Prompt
Scan the lines below and report each one containing "behaviors" by copying it.

Given entries
╭──

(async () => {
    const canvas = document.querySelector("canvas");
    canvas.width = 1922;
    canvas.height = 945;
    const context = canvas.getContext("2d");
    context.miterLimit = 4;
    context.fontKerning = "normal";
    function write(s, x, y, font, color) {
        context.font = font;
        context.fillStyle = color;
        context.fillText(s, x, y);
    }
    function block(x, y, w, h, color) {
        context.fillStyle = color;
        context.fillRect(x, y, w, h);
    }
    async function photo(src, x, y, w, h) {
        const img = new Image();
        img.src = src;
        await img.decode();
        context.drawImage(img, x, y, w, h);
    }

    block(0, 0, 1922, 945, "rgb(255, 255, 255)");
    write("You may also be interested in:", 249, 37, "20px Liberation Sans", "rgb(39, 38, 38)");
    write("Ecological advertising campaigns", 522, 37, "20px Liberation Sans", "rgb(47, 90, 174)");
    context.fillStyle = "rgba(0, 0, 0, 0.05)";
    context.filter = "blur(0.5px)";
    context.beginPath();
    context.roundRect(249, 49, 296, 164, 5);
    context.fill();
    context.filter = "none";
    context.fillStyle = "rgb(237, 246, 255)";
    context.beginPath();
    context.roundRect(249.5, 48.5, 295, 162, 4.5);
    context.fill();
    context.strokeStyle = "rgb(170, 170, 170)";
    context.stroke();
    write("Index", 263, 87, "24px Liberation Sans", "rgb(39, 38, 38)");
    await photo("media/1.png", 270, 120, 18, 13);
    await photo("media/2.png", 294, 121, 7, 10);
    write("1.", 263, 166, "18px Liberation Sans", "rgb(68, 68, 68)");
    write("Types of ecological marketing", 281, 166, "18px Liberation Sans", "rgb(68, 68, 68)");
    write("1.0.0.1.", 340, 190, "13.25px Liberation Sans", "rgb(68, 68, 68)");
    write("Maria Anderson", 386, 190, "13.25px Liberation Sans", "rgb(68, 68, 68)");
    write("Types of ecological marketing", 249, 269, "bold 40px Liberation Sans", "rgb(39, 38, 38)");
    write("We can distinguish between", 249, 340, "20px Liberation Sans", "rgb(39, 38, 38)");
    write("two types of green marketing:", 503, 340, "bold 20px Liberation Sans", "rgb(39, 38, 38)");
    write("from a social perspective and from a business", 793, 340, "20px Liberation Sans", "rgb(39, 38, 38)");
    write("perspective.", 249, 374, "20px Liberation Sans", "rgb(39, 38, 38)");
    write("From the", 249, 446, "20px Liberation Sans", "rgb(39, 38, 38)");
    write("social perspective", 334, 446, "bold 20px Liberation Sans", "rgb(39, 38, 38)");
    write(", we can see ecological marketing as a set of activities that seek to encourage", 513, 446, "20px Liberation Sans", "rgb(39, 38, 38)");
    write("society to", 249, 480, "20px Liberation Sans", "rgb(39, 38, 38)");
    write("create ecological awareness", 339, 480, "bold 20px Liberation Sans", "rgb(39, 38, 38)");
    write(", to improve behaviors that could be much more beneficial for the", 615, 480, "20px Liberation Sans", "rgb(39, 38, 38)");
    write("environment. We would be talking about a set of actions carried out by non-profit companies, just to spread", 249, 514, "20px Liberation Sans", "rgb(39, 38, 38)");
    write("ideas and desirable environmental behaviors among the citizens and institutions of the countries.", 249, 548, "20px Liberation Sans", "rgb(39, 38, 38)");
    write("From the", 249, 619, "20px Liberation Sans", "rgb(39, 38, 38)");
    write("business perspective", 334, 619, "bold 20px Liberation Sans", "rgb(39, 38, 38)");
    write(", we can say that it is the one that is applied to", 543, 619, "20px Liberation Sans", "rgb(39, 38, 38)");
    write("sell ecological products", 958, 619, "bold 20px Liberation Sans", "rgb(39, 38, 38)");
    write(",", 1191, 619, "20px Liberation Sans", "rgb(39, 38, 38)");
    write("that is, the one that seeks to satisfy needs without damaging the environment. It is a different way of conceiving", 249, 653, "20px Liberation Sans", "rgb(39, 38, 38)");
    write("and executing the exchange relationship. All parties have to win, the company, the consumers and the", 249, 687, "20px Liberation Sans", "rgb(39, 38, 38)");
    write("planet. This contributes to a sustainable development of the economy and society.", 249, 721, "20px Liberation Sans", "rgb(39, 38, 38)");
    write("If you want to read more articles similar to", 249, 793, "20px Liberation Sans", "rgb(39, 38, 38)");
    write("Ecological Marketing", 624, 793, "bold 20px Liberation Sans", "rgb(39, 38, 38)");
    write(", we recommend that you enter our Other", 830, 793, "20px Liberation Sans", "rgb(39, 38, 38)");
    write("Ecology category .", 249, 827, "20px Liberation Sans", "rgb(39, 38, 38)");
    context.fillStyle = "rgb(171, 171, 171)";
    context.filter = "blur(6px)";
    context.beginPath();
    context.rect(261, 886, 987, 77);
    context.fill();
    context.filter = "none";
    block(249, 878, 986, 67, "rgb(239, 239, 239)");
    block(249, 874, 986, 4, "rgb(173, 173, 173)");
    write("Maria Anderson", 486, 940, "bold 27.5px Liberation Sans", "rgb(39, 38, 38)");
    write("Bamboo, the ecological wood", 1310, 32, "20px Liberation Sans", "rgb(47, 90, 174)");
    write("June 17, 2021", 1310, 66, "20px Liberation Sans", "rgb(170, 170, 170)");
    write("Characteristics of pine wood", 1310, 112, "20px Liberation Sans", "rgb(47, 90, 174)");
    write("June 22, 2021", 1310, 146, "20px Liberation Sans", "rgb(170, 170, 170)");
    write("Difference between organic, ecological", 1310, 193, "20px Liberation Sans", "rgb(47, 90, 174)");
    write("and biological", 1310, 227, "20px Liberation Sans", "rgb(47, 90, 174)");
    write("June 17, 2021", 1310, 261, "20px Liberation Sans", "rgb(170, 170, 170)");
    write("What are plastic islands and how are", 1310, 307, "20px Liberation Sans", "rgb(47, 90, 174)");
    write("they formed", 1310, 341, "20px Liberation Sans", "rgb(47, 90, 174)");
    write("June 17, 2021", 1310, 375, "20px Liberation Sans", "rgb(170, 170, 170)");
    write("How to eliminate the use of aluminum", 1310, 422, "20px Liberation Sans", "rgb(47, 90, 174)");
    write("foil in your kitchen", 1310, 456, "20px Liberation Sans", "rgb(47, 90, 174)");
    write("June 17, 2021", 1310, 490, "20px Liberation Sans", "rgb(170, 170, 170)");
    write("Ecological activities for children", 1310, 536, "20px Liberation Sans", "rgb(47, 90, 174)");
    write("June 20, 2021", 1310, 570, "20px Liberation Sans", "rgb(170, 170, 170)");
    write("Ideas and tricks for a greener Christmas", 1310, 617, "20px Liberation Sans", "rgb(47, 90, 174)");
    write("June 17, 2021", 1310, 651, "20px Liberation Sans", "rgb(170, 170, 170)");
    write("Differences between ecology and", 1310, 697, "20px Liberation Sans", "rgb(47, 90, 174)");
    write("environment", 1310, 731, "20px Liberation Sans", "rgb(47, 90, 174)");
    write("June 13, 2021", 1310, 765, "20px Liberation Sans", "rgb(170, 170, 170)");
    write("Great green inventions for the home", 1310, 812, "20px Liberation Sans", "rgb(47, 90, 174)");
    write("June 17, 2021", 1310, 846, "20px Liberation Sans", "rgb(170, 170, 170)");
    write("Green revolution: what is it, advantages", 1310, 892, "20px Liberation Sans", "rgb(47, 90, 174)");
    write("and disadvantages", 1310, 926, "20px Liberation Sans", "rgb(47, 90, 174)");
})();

╰──
╭──

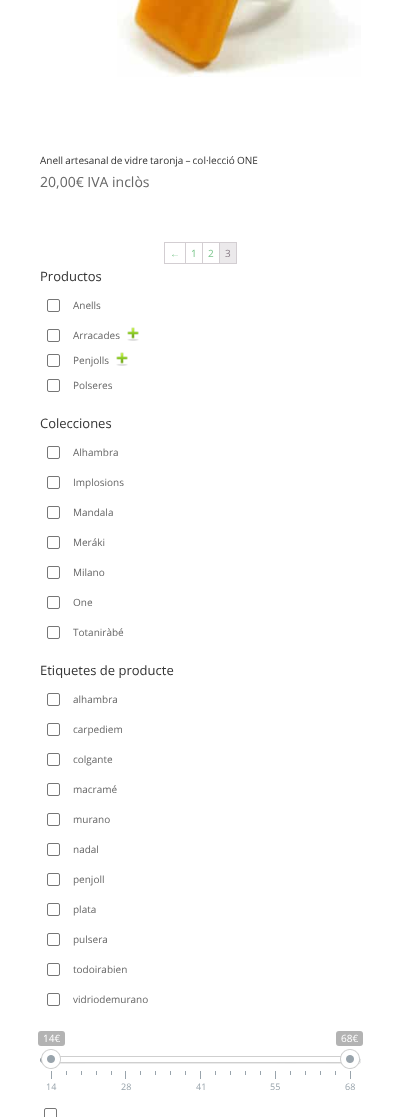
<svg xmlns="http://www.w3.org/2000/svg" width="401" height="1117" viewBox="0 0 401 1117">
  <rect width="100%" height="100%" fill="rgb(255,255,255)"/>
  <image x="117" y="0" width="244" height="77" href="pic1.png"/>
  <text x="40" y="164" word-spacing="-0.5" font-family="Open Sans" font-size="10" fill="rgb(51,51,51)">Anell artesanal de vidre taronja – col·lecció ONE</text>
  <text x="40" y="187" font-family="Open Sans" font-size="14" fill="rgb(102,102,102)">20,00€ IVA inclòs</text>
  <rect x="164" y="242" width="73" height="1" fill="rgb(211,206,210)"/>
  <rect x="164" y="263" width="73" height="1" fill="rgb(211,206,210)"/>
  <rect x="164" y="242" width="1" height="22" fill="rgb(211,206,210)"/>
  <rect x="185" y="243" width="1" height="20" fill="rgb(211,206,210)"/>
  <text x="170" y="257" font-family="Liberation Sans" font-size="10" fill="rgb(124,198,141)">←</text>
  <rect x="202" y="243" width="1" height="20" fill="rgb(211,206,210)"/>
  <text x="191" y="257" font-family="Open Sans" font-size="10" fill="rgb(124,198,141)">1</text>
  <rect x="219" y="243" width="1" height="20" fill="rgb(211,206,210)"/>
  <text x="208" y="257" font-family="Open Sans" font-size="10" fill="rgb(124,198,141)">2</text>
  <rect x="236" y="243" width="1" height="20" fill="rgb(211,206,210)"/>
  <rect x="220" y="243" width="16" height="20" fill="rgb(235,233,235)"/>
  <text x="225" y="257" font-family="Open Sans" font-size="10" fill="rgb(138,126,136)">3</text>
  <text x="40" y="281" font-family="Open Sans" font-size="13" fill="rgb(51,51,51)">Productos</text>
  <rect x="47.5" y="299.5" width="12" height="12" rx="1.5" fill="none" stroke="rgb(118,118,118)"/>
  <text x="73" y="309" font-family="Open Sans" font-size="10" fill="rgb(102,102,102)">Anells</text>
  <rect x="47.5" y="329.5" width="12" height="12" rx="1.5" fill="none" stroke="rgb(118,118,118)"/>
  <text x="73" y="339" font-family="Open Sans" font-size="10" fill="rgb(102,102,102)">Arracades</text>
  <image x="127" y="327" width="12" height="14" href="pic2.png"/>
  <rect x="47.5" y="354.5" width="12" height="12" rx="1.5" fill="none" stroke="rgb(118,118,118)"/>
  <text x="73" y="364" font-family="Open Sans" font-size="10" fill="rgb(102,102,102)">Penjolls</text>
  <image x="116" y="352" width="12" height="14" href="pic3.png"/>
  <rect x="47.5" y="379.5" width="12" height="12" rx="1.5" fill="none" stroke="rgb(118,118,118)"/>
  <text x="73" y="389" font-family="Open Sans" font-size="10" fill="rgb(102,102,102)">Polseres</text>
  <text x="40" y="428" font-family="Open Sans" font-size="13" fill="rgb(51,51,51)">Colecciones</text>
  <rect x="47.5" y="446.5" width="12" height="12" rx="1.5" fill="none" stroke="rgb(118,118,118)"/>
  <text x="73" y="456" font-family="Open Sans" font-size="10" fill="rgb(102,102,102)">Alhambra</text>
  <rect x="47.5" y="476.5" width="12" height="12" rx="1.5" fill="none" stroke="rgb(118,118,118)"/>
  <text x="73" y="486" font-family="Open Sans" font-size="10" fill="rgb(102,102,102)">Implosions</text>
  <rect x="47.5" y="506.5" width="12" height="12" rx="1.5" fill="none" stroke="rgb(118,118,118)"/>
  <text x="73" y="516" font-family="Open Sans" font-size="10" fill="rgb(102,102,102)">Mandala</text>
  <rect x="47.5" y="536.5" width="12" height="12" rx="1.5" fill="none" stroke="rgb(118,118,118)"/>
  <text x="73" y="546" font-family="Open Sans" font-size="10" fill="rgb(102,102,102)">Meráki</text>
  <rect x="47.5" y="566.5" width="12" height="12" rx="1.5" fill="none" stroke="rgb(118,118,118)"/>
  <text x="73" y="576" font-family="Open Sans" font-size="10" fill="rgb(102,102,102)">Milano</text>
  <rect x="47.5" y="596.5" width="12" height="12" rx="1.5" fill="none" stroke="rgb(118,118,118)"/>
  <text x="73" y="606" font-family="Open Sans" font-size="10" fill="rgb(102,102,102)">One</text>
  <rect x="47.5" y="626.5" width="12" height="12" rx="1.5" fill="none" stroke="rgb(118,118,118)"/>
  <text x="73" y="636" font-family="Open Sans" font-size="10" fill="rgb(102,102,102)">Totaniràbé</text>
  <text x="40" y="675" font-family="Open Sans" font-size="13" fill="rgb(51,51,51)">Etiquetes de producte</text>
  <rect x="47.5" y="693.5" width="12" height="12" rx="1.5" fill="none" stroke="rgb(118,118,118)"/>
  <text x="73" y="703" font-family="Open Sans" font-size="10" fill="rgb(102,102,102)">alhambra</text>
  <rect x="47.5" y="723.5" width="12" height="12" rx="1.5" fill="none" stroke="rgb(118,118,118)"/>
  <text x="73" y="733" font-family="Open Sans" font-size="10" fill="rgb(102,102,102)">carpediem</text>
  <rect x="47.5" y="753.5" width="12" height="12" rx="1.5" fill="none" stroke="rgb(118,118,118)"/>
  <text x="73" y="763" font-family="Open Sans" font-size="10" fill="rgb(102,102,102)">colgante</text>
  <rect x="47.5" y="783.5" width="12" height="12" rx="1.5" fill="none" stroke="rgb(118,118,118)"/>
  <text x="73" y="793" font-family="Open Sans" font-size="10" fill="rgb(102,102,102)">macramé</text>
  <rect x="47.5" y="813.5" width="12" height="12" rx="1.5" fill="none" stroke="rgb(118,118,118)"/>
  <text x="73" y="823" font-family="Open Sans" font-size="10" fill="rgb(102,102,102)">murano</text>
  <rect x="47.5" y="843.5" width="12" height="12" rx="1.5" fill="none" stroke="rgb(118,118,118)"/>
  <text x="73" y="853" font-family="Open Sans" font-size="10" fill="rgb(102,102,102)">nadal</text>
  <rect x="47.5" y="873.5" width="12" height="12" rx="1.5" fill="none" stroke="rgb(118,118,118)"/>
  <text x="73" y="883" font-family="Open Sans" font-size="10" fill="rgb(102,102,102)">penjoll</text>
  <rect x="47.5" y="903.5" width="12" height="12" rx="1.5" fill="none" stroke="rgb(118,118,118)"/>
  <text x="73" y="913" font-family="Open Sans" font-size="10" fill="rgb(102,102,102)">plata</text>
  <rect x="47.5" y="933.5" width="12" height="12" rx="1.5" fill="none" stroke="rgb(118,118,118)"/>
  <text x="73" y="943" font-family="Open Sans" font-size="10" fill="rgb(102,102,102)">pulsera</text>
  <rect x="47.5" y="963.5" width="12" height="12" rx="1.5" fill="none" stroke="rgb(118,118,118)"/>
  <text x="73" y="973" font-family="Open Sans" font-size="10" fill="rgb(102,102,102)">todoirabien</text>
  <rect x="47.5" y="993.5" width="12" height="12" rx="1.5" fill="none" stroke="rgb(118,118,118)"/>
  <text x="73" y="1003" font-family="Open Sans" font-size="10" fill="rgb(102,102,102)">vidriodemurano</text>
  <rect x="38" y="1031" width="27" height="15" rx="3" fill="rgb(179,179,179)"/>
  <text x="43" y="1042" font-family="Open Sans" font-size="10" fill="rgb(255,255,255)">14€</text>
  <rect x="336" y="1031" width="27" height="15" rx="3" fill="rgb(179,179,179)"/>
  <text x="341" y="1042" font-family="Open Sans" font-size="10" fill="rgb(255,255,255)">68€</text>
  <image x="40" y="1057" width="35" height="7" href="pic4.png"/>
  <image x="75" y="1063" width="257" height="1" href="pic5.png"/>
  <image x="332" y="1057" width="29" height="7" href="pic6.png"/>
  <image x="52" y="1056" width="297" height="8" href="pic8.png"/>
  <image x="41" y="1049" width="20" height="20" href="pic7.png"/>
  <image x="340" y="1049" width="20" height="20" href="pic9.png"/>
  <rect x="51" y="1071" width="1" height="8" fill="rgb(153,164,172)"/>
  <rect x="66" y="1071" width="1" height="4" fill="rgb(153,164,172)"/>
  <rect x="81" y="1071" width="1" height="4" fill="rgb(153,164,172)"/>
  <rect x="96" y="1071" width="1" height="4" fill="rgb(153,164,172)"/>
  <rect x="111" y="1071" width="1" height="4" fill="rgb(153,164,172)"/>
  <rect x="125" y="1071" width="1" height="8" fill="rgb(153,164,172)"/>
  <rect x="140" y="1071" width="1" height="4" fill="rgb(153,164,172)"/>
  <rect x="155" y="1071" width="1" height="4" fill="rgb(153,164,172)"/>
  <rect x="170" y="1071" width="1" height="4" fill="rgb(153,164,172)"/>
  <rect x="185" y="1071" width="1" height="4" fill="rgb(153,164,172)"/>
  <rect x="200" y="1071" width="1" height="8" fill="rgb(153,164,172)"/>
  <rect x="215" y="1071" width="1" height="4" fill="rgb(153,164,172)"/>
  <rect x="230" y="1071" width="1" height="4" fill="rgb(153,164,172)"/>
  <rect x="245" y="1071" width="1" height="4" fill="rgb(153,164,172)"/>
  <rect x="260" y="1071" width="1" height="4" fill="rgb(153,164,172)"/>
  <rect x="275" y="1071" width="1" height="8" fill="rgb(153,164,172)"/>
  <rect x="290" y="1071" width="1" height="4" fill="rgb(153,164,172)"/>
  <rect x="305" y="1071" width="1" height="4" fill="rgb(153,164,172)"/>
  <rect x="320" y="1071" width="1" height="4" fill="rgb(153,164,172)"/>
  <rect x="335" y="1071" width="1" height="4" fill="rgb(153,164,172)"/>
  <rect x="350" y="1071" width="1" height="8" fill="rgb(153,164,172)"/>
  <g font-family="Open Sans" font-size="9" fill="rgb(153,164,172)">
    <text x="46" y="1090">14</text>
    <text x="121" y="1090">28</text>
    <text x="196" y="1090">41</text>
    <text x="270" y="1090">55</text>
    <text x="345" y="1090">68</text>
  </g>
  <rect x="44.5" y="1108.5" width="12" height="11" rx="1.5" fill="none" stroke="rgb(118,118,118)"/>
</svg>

╰──

Result of the exercise
    write(", to improve behaviors that could be much more beneficial for the", 615, 480, "20px Liberation Sans", "rgb(39, 38, 38)");
    write("ideas and desirable environmental behaviors among the citizens and institutions of the countries.", 249, 548, "20px Liberation Sans", "rgb(39, 38, 38)");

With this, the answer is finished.